Alan, der eigentlich Wirtschaftsanwalt ist, sitzt dafür in einem nachgebauten Fernseher, spricht seine Texte in eine Kamera, die das Bühnenspektakel auf eine kleine Leinwand hinter der Bühne projiziert.
Soopertrash
Die FM4 Soundpark Band des Monats ist auch zu finden auf jedem Snipcard-Board auf www.snipcard.at
Man ahnt es vielleicht, Zufall und Humor spielen große Rollen im musikalischen Kosmos von Soopertrash.Verschiedenste Einflüsse und Ideen treffen hier aufeinander, poppige Rock 'n' Roll Gitarren, ein schnelles Schlagzeug, und ein spaciger Synthiesound verbrüdern sich mit 60er Jahre Beach Boys-Patina und Lo-Fi-Ästhetik, mit moderner und gut ausgetüftelter Elektronik und kritischen Statements zu politischen, gesellschaftlichen und medialen Entwicklungen. Manchmal wirkt das alles in einer gewissen - positiv gemeinten Weise - herrlich anachronistisch.

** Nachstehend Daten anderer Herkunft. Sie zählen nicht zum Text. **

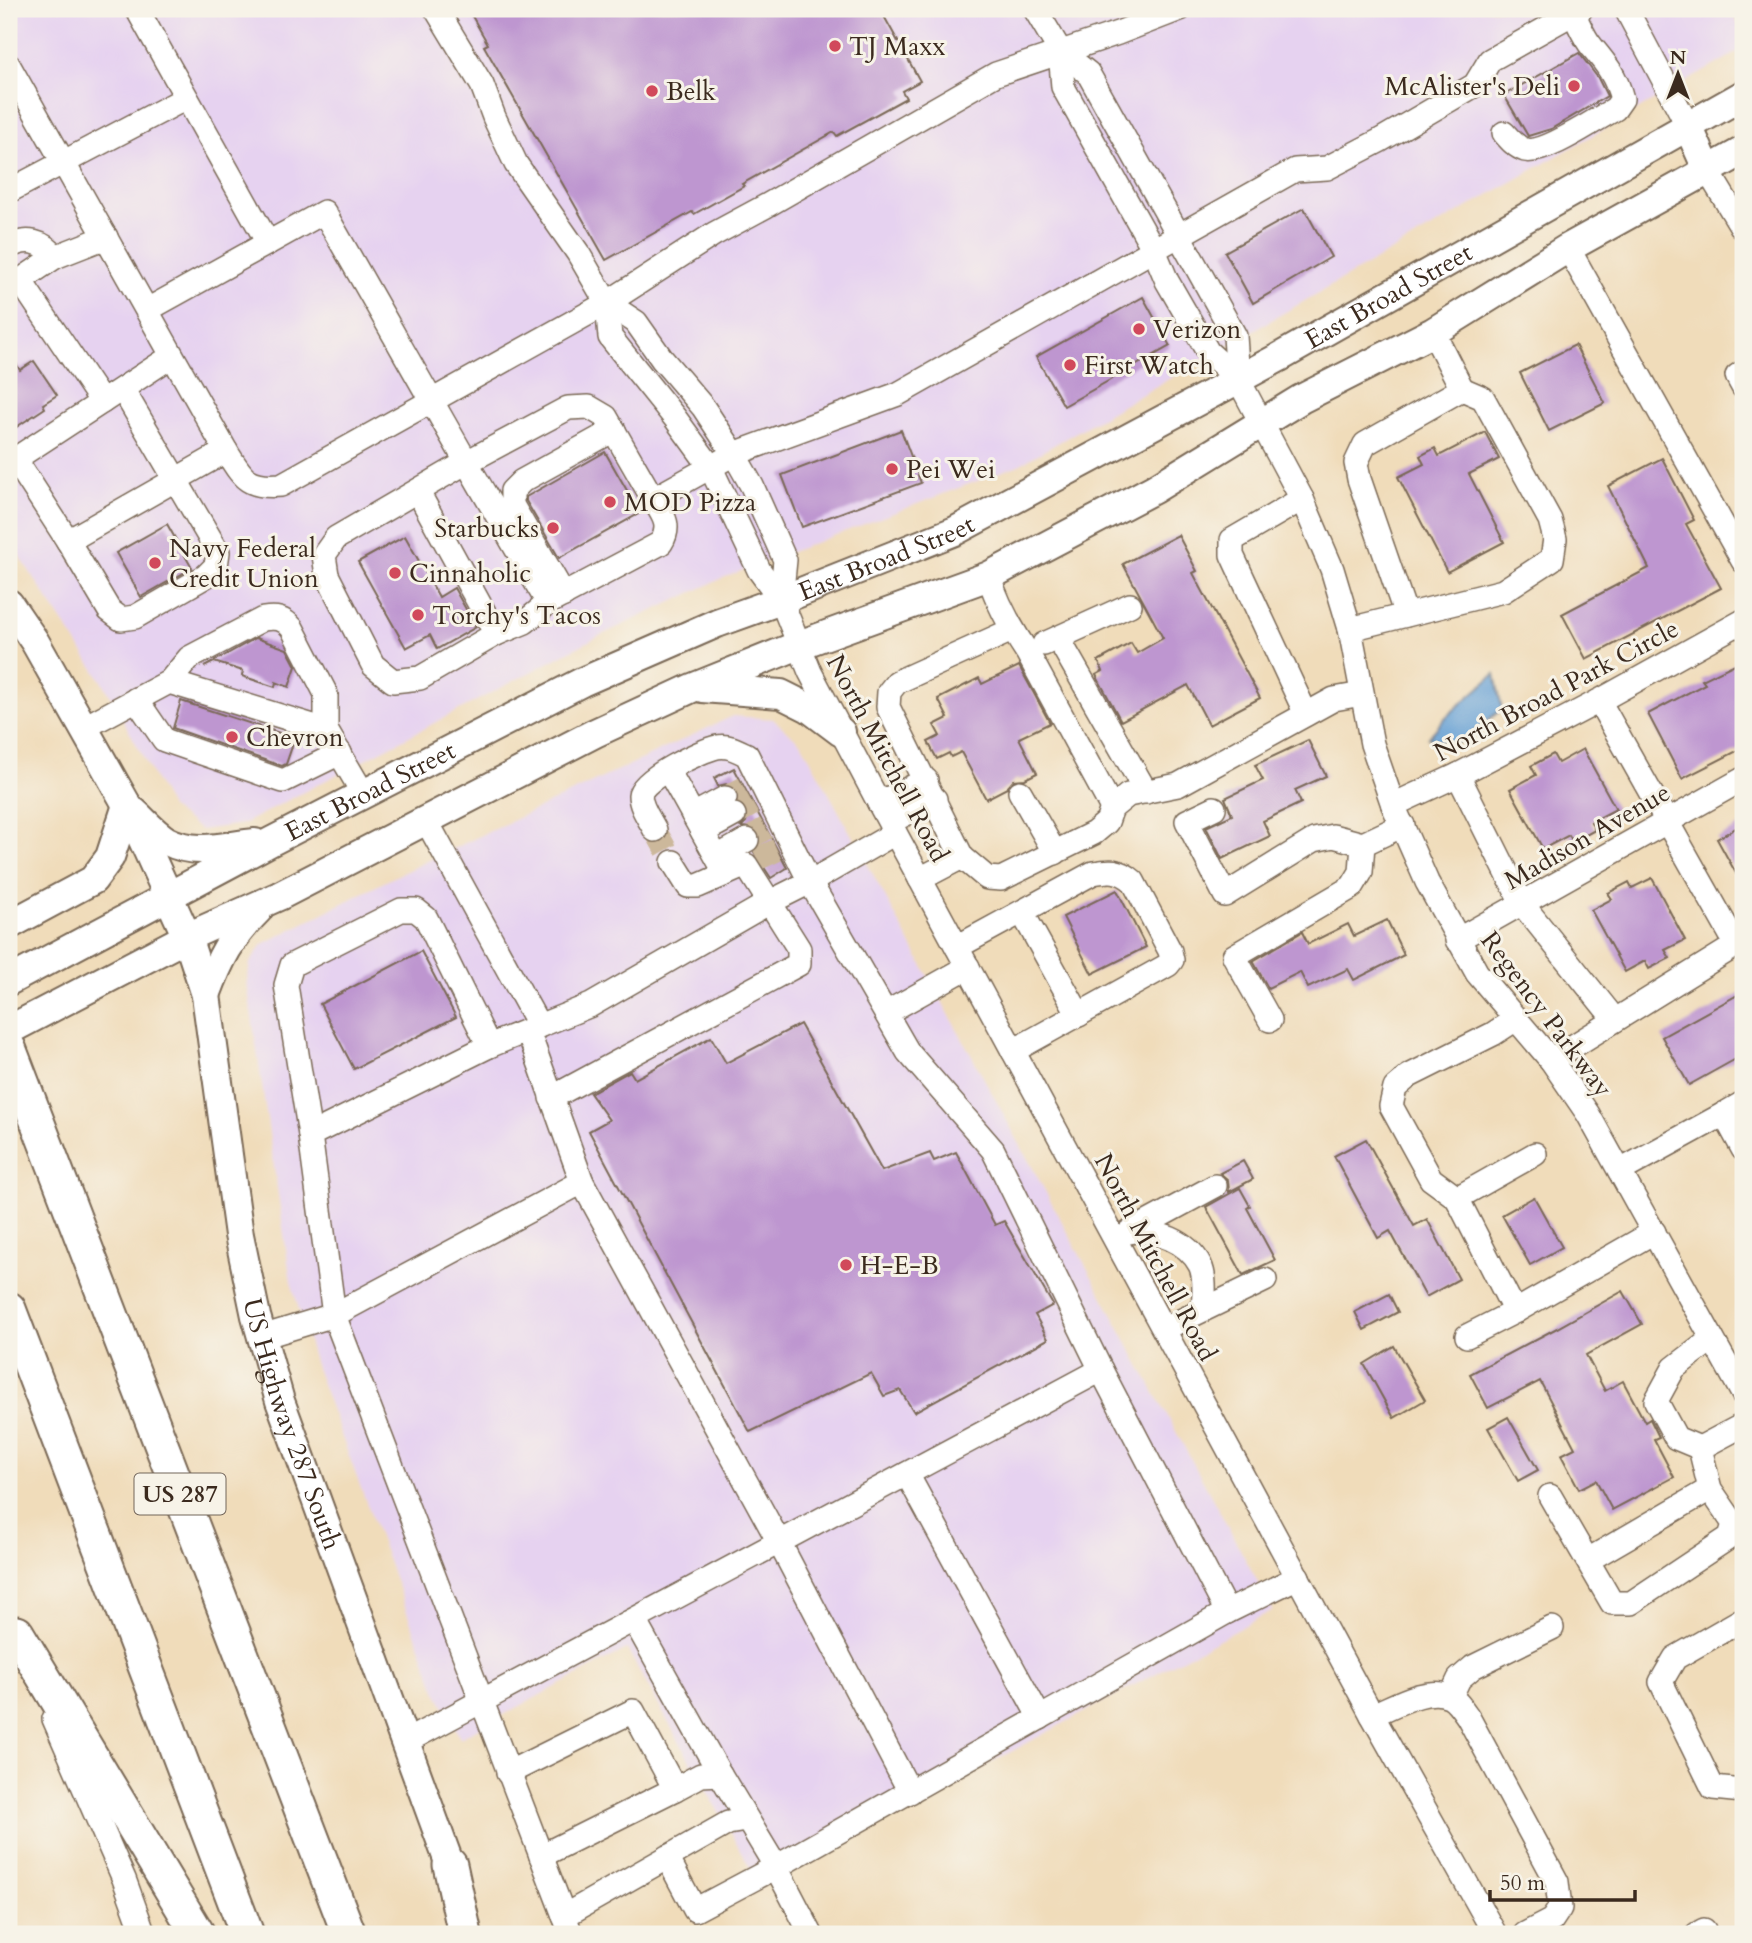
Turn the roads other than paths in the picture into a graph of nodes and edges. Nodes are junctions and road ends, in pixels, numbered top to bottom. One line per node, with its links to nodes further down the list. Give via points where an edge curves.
1 (137, 9): 10 (street)
2 (436, 9): 26 (street, via 482,85 516,164)
3 (1035, 9): 7 (street)
4 (1180, 9): 7 (street)
5 (1626, 9): 11 (street)
6 (1577, 11): 12 (street, via 1622,99 1615,109 1543,149 1528,151); 18 (street, via 1490,60 1475,85 1378,141 1327,168 1295,170)
7 (1060, 51): 18 (street, via 1088,73); 23 (street, via 1063,87); 26 (street, via 996,74 948,99 714,234)
8 (9, 66): 14 (street)
9 (1743, 95): 11 (main road, East Broad Street)
10 (186, 98): 14 (street); 20 (street)
11 (1688, 126): 15 (main road); 31 (main road, East Broad Street)
12 (1504, 133)
13 (1743, 151): 15 (main road, East Broad Street)
14 (65, 163): 16 (street); 19 (street)
15 (1709, 171): 17 (street); 22 (main road, East Broad Street)
16 (9, 191)
17 (1743, 229)
18 (1180, 236): 23 (street); 31 (street, via 1235,336)
19 (106, 237): 24 (street); 27 (street)
20 (268, 243): 27 (street); 35 (street, via 324,212)
21 (9, 247): 24 (street, via 29,241 47,246)
22 (1568, 248): 28 (main road, East Broad Street); 49 (street)
23 (1154, 250): 31 (street, via 1208,352); 40 (street, via 898,394)
24 (55, 257): 25 (street)
25 (14, 284): 36 (street)
26 (607, 303): 35 (street); 40 (street, via 636,322); 43 (street, via 610,337)
27 (148, 310): 29 (street)
28 (1433, 332): 33 (street); 37 (main road, East Broad Street)
29 (172, 356): 34 (street); 39 (street)
30 (1743, 372): 32 (street, via 1737,376)
31 (1238, 379): 37 (street, Regency Parkway); 52 (main road, East Broad Street, via 955,531)
32 (1743, 387)
33 (1462, 389): 55 (street, via 1365,444 1356,463); 55 (street, via 1483,398 1550,520 1555,539 1552,559 1503,591)
34 (123, 390): 36 (street); 44 (street)
35 (433, 401): 39 (street, via 281,485 263,486 244,479); 42 (street)
36 (102, 402): 41 (street)
37 (1262, 422): 47 (street, Regency Parkway); 50 (main road, East Broad Street, via 1154,489)
38 (614, 430): 42 (street, via 606,417 589,407 568,408); 46 (street); 51 (street, via 512,491 512,505)
39 (226, 451): 44 (street)
40 (734, 454): 43 (street); 52 (street, via 785,560)
41 (12, 459): 48 (street)
42 (465, 463): 45 (street); 51 (street)
43 (710, 466): 46 (street); 52 (street, via 759,570)
44 (177, 480): 48 (street); 48 (street, via 218,552 216,566 135,617 121,619 109,610)
45 (418, 492): 59 (street); 59 (street, via 336,538 324,555 327,575 373,665 393,681 420,678)
46 (653, 499): 51 (street, via 665,519 667,533 661,543)
47 (1302, 499): 57 (street, Regency Parkway, via 1332,569); 68 (street, via 1232,540 1232,555)
48 (68, 541)
49 (1743, 561)
50 (989, 576): 58 (street); 61 (main road, East Broad Street)
51 (556, 599): 59 (street, via 525,622)
52 (782, 600): 61 (street, North Mitchell Road); 79 (main road, East Broad Street, via 717,622 582,682)
53 (9, 604): 69 (main road)
54 (1130, 605): 60 (street)
55 (1406, 615): 57 (street)
56 (1743, 621): 67 (street, North Broad Park Circle)
57 (1350, 629): 65 (street, Regency Parkway)
58 (1012, 630): 62 (street); 76 (street, via 897,682 889,692 888,707)
59 (496, 634)
60 (1058, 638): 62 (street); 78 (street)
61 (799, 645): 64 (main road, East Broad Street); 71 (street, North Mitchell Road)
62 (1027, 652): 82 (street)
63 (169, 682): 66 (street); 70 (street); 70 (street, via 189,659 263,619 286,621 326,694)
64 (692, 688): 71 (main road, via 781,694); 86 (main road, East Broad Street)
65 (1362, 694): 68 (street, via 1334,699); 84 (street, Regency Parkway, via 1372,744)
66 (136, 699): 69 (street); 72 (street, via 164,740 284,781)
67 (1599, 701): 74 (street, North Broad Park Circle); 87 (street)
68 (1306, 714): 78 (street, via 1178,785)
69 (83, 728): 81 (main road)
70 (326, 730): 72 (street)
71 (841, 732): 85 (street, North Mitchell Road)
72 (340, 753): 79 (street)
73 (668, 769): 80 (street, via 715,747 732,747 747,755); 88 (street); 89 (street, via 645,783 640,794)
74 (1458, 775): 84 (street, North Broad Park Circle); 101 (street)
75 (1743, 779): 87 (street, Madison Avenue)
76 (931, 790): 85 (street); 94 (street)
77 (1020, 792): 93 (street)
78 (1146, 792): 82 (street, via 1128,795)
79 (364, 795): 90 (main road, East Broad Street)
80 (747, 797): 88 (street); 92 (street)
81 (127, 805): 90 (main road, via 166,840 190,849); 98 (main road, US Highway 287 South); 103 (main road, via 110,857 93,880)
82 (1112, 808): 93 (street, via 1107,822 1094,833)
83 (1214, 808): 91 (street, via 1187,821 1225,895 1314,840 1333,836)
84 (1398, 815): 91 (street, North Broad Park Circle); 105 (street, Regency Parkway)
85 (888, 819): 96 (street, North Mitchell Road); 97 (street)
86 (426, 820): 99 (main road, East Broad Street); 115 (street)
87 (1667, 822): 101 (street, Madison Avenue); 106 (street)
88 (698, 824): 92 (street)
89 (655, 830)
90 (272, 841): 98 (main road, East Broad Street)
91 (1363, 844): 113 (street, via 1361,872 1352,887 1234,956)
92 (756, 849): 95 (street, via 698,887 688,886); 97 (street); 100 (street)
93 (1055, 853): 94 (street, via 1002,879 987,878)
94 (962, 857): 96 (street)
95 (673, 862)
96 (920, 879): 107 (street, North Mitchell Road)
97 (810, 882): 100 (street); 110 (street)
98 (168, 898): 104 (main road, US Highway 287 South); 108 (main road, East Broad Street)
99 (267, 901): 104 (main road, East Broad Street); 109 (main road, via 232,939)
100 (770, 902): 115 (street, via 591,1005); 121 (street, via 799,949 799,964)
101 (1523, 905): 105 (street, Madison Avenue); 114 (street)
102 (1022, 912): 107 (street); 111 (street); 111 (street, via 1093,873 1112,870 1133,881 1172,960)
103 (9, 925)
104 (187, 937): 109 (main road, US Highway 287 South); 116 (main road, East Broad Street)
105 (1457, 940): 112 (street, Regency Parkway, via 1477,973)
106 (1740, 943): 114 (street)
107 (962, 957): 110 (street); 119 (street, North Mitchell Road)
108 (9, 981)
109 (206, 995): 139 (main road, US Highway 287 South, via 239,1235)
110 (886, 1013): 141 (street, via 908,1052 993,1150)
111 (1079, 1015): 119 (street)
112 (1516, 1019): 120 (street, Regency Parkway); 129 (street, via 1395,1088 1391,1106 1418,1155 1432,1179)
113 (1270, 1020)
114 (1615, 1020): 120 (street)
115 (533, 1028): 117 (street); 121 (street)
116 (9, 1030)
117 (489, 1046): 123 (street); 123 (street, via 426,918 416,910 401,910 292,965 286,985)
118 (9, 1048): 175 (highway, US 287)
119 (1013, 1051): 131 (street, North Mitchell Road)
120 (1551, 1060): 126 (street, Regency Parkway)
121 (551, 1098): 127 (street)
122 (1734, 1109): 124 (street); 126 (street)
123 (310, 1135): 136 (street)
124 (1743, 1149)
125 (1535, 1154): 129 (street)
126 (1620, 1171): 130 (street, Regency Parkway)
127 (582, 1182): 136 (street); 148 (street)
128 (1215, 1186): 131 (street)
129 (1457, 1198): 135 (street)
130 (1654, 1232): 135 (street); 140 (street, Regency Parkway)
131 (1124, 1236): 134 (street, via 1149,1231 1178,1242 1194,1256 1204,1284); 137 (street, North Mitchell Road)
132 (1265, 1280): 134 (street)
133 (9, 1309): 174 (highway)
134 (1203, 1309): 137 (street)
135 (1517, 1311): 138 (street)
136 (334, 1315): 139 (street); 157 (street)
137 (1164, 1329): 150 (street, North Mitchell Road)
138 (1467, 1336)
139 (262, 1337): 160 (main road, US Highway 287 South, via 280,1401)
140 (1712, 1339): 142 (street, Regency Parkway); 144 (street, via 1674,1368 1656,1401 1676,1438)
141 (1101, 1370): 145 (street); 151 (street)
142 (1743, 1394)
143 (1743, 1425): 144 (street)
144 (1700, 1448): 146 (street)
145 (906, 1474): 148 (street); 159 (street)
146 (1710, 1489): 149 (street); 149 (street, via 1734,1524 1730,1537 1630,1603 1612,1603)
147 (1550, 1496): 149 (street)
148 (779, 1542): 153 (street); 165 (street)
149 (1588, 1560)
150 (1298, 1577): 151 (street); 158 (street, North Mitchell Road)
151 (1227, 1612): 159 (street)
152 (1743, 1619): 164 (street, via 1675,1658 1661,1682 1713,1788)
153 (634, 1620): 157 (street); 162 (street)
154 (13, 1623): 172 (street); 173 (highway)
155 (1552, 1628): 156 (street, via 1473,1667 1459,1679)
156 (1451, 1696): 158 (street, via 1434,1693); 180 (street, via 1468,1717 1557,1882 1560,1908 1552,1920)
157 (482, 1703): 160 (street); 161 (street)
158 (1373, 1715): 179 (street, North Mitchell Road)
159 (1040, 1718): 165 (street)
160 (405, 1742): 169 (main road, US Highway 287 South)
161 (508, 1773): 163 (street, via 633,1711); 167 (street)
162 (720, 1773): 163 (street, via 701,1776); 166 (street)
163 (675, 1789): 167 (street)
164 (1743, 1791)
165 (910, 1792): 170 (street)
166 (746, 1819): 168 (street, via 728,1823); 170 (street)
167 (541, 1856): 171 (street)
168 (667, 1857): 170 (street, via 695,1910); 171 (street)
169 (450, 1864): 176 (highway); 177 (street, US Highway 287 South)
170 (776, 1867): 178 (street)
171 (568, 1925)
172 (144, 1934)
173 (198, 1934)
174 (247, 1934)
175 (349, 1934)
176 (465, 1934)
177 (477, 1934)
178 (811, 1934)
179 (1495, 1934)
180 (1525, 1934)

Wann haben Bands eigentlich damit aufgehört, zeitgemäße poltische Inhalte in ihre Musik zu packen und die Aufmerksamkeit, die man als Musiker auf einer Bühne erhält, als Möglichkeit zu nutzen um Botschaften weiter zu transportieren?
Eines ist also klar: Soopertrash fabrizieren sicher alles andere als Trash, im Gegenteil: Musik von großem Format. Also hineinhören, Konzerte besuchen und mögen. Danke.